• How Indigo Wine caught the on-trade at the right time

    If you ask leading, influential buyers and sommeliers across the premium on-trade which suppliers they admire, then time and again Indigo Wine will be one of the first suppliers they mention. Ben Henshaw and his team have quietly set about championing artisan wine producers and helped widen the boundaries in which buyers are now prepared to stock more unusual wines for their lists.

    If you ask leading, influential buyers and sommeliers across the premium on-trade which suppliers they admire, then time and again Indigo Wine will be one of the first suppliers they mention. Ben Henshaw and his team have quietly set about championing artisan wine producers and helped widen the boundaries in which buyers are now prepared to stock more unusual wines for their lists.

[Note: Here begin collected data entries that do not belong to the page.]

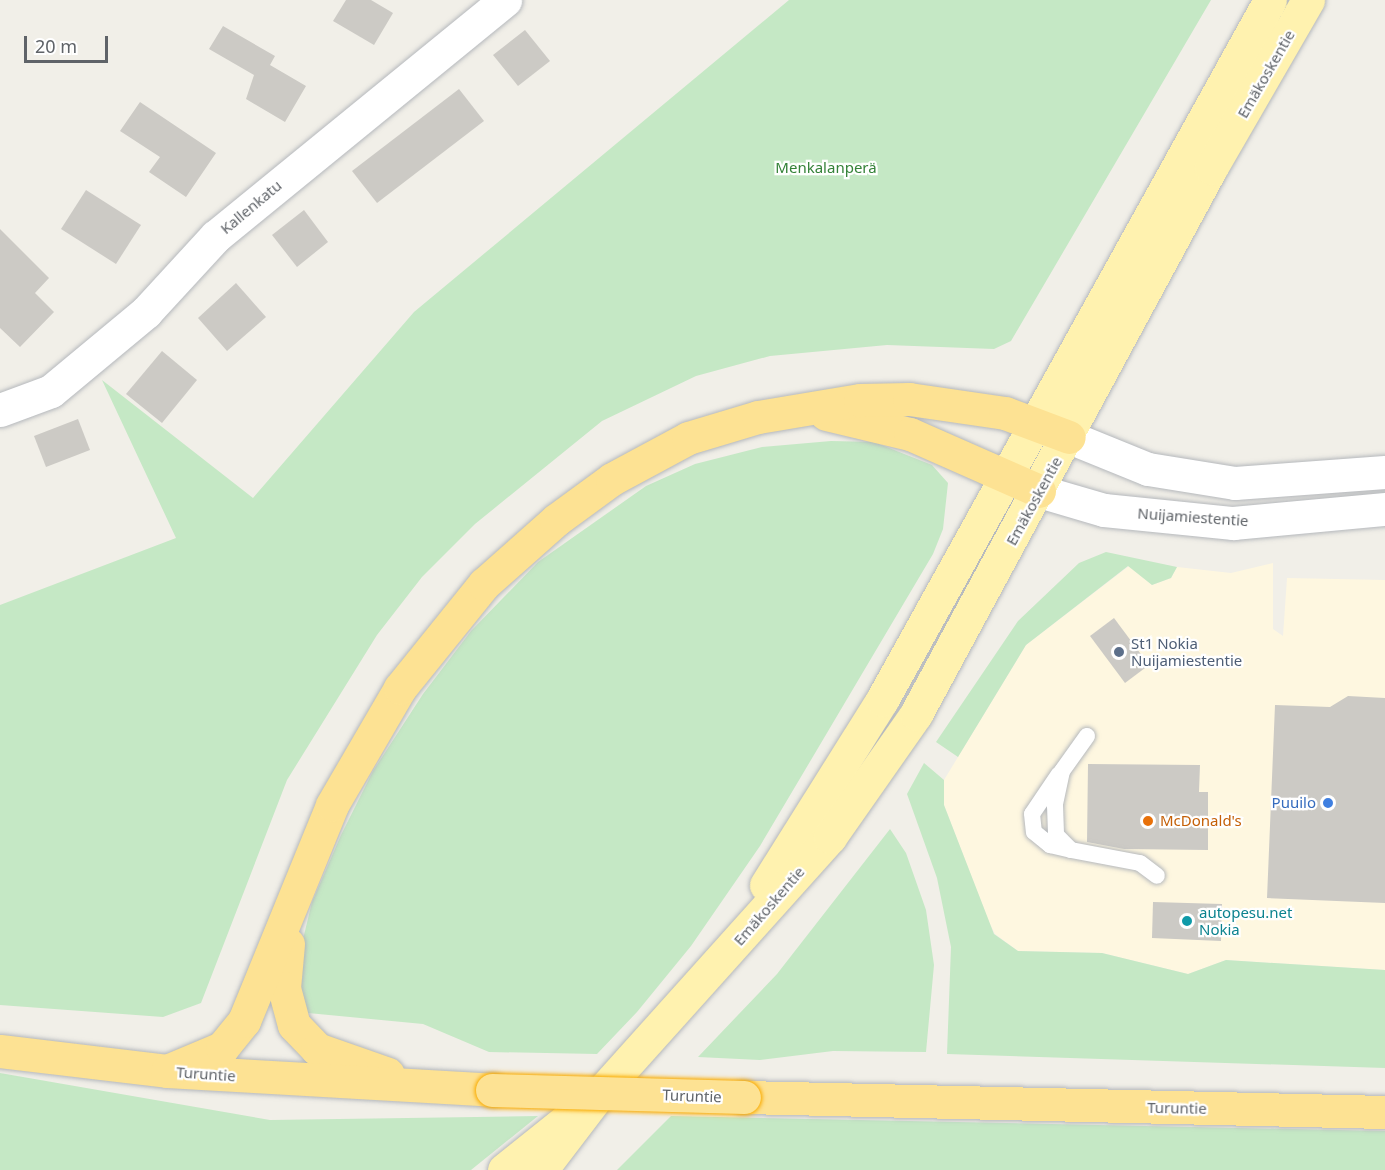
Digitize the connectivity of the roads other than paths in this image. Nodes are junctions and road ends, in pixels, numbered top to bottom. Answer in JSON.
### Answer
{"nodes":[{"id":1,"x":505,"y":0,"type":"edge"},
{"id":2,"x":1270,"y":0,"type":"edge"},
{"id":3,"x":1308,"y":0,"type":"edge"},
{"id":4,"x":0,"y":410,"type":"edge"},
{"id":5,"x":807,"y":410,"type":"junction"},
{"id":6,"x":1033,"y":423,"type":"junction"},
{"id":7,"x":1069,"y":437,"type":"junction"},
{"id":8,"x":1385,"y":472,"type":"edge"},
{"id":9,"x":1005,"y":478,"type":"junction"},
{"id":10,"x":1039,"y":491,"type":"junction"},
{"id":11,"x":1385,"y":509,"type":"edge"},
{"id":12,"x":1087,"y":736,"type":"dead end"},
{"id":13,"x":1062,"y":771,"type":"junction"},
{"id":14,"x":1071,"y":850,"type":"junction"},
{"id":15,"x":1157,"y":876,"type":"dead end"},
{"id":16,"x":295,"y":895,"type":"junction"},
{"id":17,"x":713,"y":970,"type":"junction"},
{"id":18,"x":0,"y":1051,"type":"edge"},
{"id":19,"x":167,"y":1071,"type":"junction"},
{"id":20,"x":433,"y":1088,"type":"junction"},
{"id":21,"x":595,"y":1099,"type":"junction"},
{"id":22,"x":1385,"y":1112,"type":"edge"},
{"id":23,"x":504,"y":1170,"type":"edge"},
{"id":24,"x":541,"y":1170,"type":"edge"}],
"edges":[{"from":1,"to":4,"type":"main road","name":"Kallenkatu"},
{"from":2,"to":6,"type":"main road","name":"Emäkoskentie"},
{"from":3,"to":7,"type":"main road","name":"Emäkoskentie"},
{"from":5,"to":6,"type":"highway"},
{"from":5,"to":9,"type":"highway"},
{"from":5,"to":16,"type":"highway"},
{"from":6,"to":7,"type":"highway"},
{"from":6,"to":9,"type":"main road","name":"Emäkoskentie"},
{"from":7,"to":8,"type":"main road"},
{"from":7,"to":10,"type":"main road","name":"Emäkoskentie"},
{"from":9,"to":10,"type":"highway"},
{"from":9,"to":17,"type":"main road","name":"Emäkoskentie"},
{"from":10,"to":11,"type":"main road","name":"Nuijamiestentie"},
{"from":10,"to":17,"type":"main road","name":"Emäkoskentie"},
{"from":12,"to":13,"type":"lane"},
{"from":13,"to":14,"type":"lane"},
{"from":13,"to":14,"type":"lane"},
{"from":14,"to":15,"type":"lane"},
{"from":16,"to":19,"type":"highway"},
{"from":16,"to":20,"type":"highway"},
{"from":17,"to":21,"type":"main road","name":"Emäkoskentie"},
{"from":18,"to":19,"type":"highway","name":"Turuntie"},
{"from":19,"to":20,"type":"highway","name":"Turuntie"},
{"from":20,"to":22,"type":"highway","name":"Turuntie","bridge":true},
{"from":21,"to":23,"type":"main road","name":"Emäkoskentie"},
{"from":21,"to":24,"type":"main road","name":"Emäkoskentie"}]}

    mm By September 2, 2016

    Artisan wine producers across Europe and beyond have a lot to thank Ben Henshaw and his team at Indigo Wine for giving them a highly influential platform in the UK premium on-trade.

     

    Ben Henshaw: champion of artisan wine producers
    Ben Henshaw: champion of artisan wine producers

    It is indicative of how fast the UK on-trade is changing that a business like Indigo Wine can in a matter of five years, go from being a relatively under the radar wine importer, to evolve in to a major influencing factor on the style of wines now being listed and sought after by the sector’s most discerning on-trade buyers.

    The post recession world we live in has opened the doors for producers and suppliers alike to push the boundaries a little more of what sommeliers and buyers are likely to buy for their lists.

    The demands and needs of their customers has also changed. They, too, have come out of the recession, more aware of how much money they have in their pocket, yet more adventurous in where and how they spend it.

    The average restaurant diner is so much better informed about the kinds of wines they like, and are actively seeking out restaurants and bars that place as much focus on their wines as they do the food coming out of the kitchen.

    Henshaw was himself one of those type of diners. His previous career was in sales of major publishing houses, including Time Out where he enjoyed a stint in Hong Kong trying to convince restaurants and hotels to advertise in the publication. An already keen amateur’s interest in wine started to become more of a serious interest.

    “I start to be exposed to much better food and wine and I got caught the bug to buy better wine,” he recalls.

    A couple of WSET courses later and Henshaw was keen to do something for himself in wine. Particularly as his parents just happened to own a vineyard in the south of France. 

    Exceeding expectations

    Ben Henshaw admits the growth in Indigo Wine has taken him a little by surprise.I have certainly exceeded my expectations in terms of the type of producer we are working with. Particularly from Spain where I am very proud of the portfolio we have built up. We are getting more important agencies to work with.”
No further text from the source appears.